Publicado em 20 Jul. 2023 às 16:08, por Pedro Sesinando, em Notícias de cinema (Temas: O Espírito da Colmeia, Festivais de cinema)
Balanço de um festival onde a competição portuguesa soube a pouco e o cinema francês provou a sua vitalidade. Tudo sublinhado pelas retrospetivas dos excelentes Deborah Stratman e Radu Jude.
Não seria possível chegar à edição de 2023 do Curtas de Vila do Conde sem ter as expectativas marcadas pela edição do ano anterior, em particular no que à Competição Nacional diz respeito, se nos recordarmos que o merecidamente mediatizado "Ice Merchants" foi consagrado como a melhor curta nacional do certame.
Talvez fosse prematuro esperar algum impacto do filme de João Gonzalez apenas um ano depois, mas a verdade é que a produção nacional não conseguiu estar à altura do ano transacto. Há, sem dúvida, honrosas excepções, desde logo os vencedores "Natureza Humana", de Mónica Lima, e "2720", de Basil da Cunha, que têm, em especial este último, tudo para conseguir vida além Vila do Conde.
Também merecem referência os trabalhos de António Pinhão Botelho, "Blackpot", a partir de Dinis Machado, que contou com um forte elenco e uma produção bastante mais sofisticada que a dos seus pares; ou "Vapor" de Susana Abreu, que, embora ainda navegue a estética do exercício de estilo desperta curiosidade para os seus futuros trabalhos.
Voltemos aos inefáveis e, quem sabe, injustos, termos de comparação para referir que parece ter-se alargado o fosso entre a Competição Nacional e a Internacional. De resto, nesta secção, foram muitas as propostas interessantes levadas a concurso, com destaque para a produção francesa que chegou em abundância e diversidade.
Do absurdo apocalíptico de "Les Algues Maléfiques", ao tormento existencial de "Mimi de Douarnenez", passando por "Le Sexe de Ma Mére", filme de animação de humor oscilante entre o negro e o infantil, o cinema francês, a julgar pelas curtas, tem muitos caminhos por onde se desdobrar.
Referência ainda para a vencedora da melhor ficção, a curta franco-polaca, "J"ai vu le visage du diable" de Julia Kowalski, que se mascara de filme de terror para retratar a angústia de uma jovem a debater-se com a sua própria sexualidade num meio social dominado pelo obscurantismo religioso e "Il Compleanno di Enrico", vencedor da secção Internacional, um ensaio autobiográfico sobre os mecanismos da memória, cortesia do italiano Francesco Sossai.

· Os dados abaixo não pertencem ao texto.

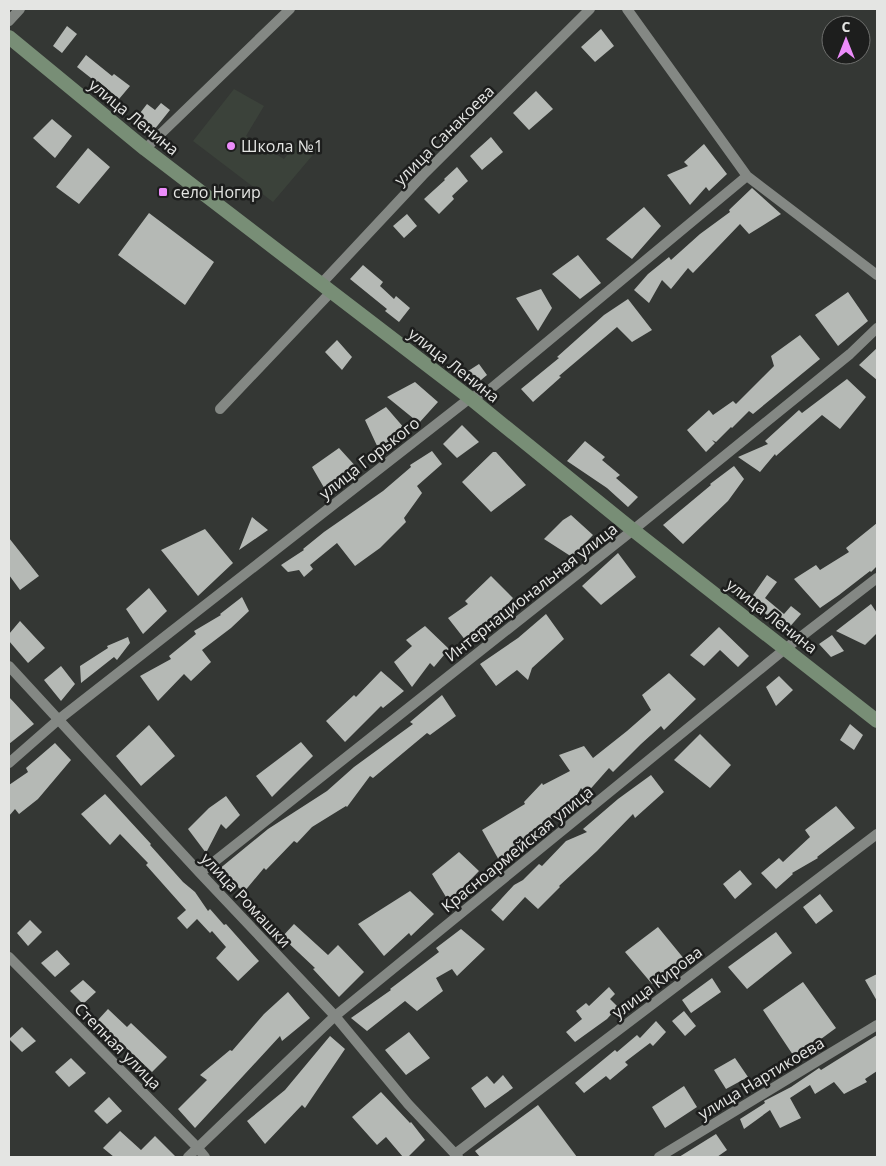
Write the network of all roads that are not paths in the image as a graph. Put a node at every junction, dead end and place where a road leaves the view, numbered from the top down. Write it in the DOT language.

As já habituais retrospectivas são um dos grandes trunfos do festival, não sendo excepção a edição de 2023, que permitiu ao público do Curtas, através da secção InFocus, conhecer, ou recordar, as carreiras de Deborah Stratman e do romeno Radu Jude, dois cineastas tão distintos na sua obra como interessantes.
De Jude, discípulo de Cristi Puiu, talvez o grande nome do cinema romeno actual, conseguimos ver uma obra sólida desde o primeiro trabalho e, acima de tudo, uma assinatura estética e um compromisso com o realismo social que o torna um dos autores europeus a ter em conta no futuro próximo. Para já, se "Bad Luck Banging or Loony Porn" é uma amostra do que Jude pode fazer no universo das longas metragens, as expectativas, sempre elas, estão em alta.
Nota final ainda para a sessão de encerramento, onde estreou em solo nacional o muito aguardado novo filme de Kléber Mendonça Filho, "Retratos Fantasmas", que percorrerá o resto do país nas próximas semanas.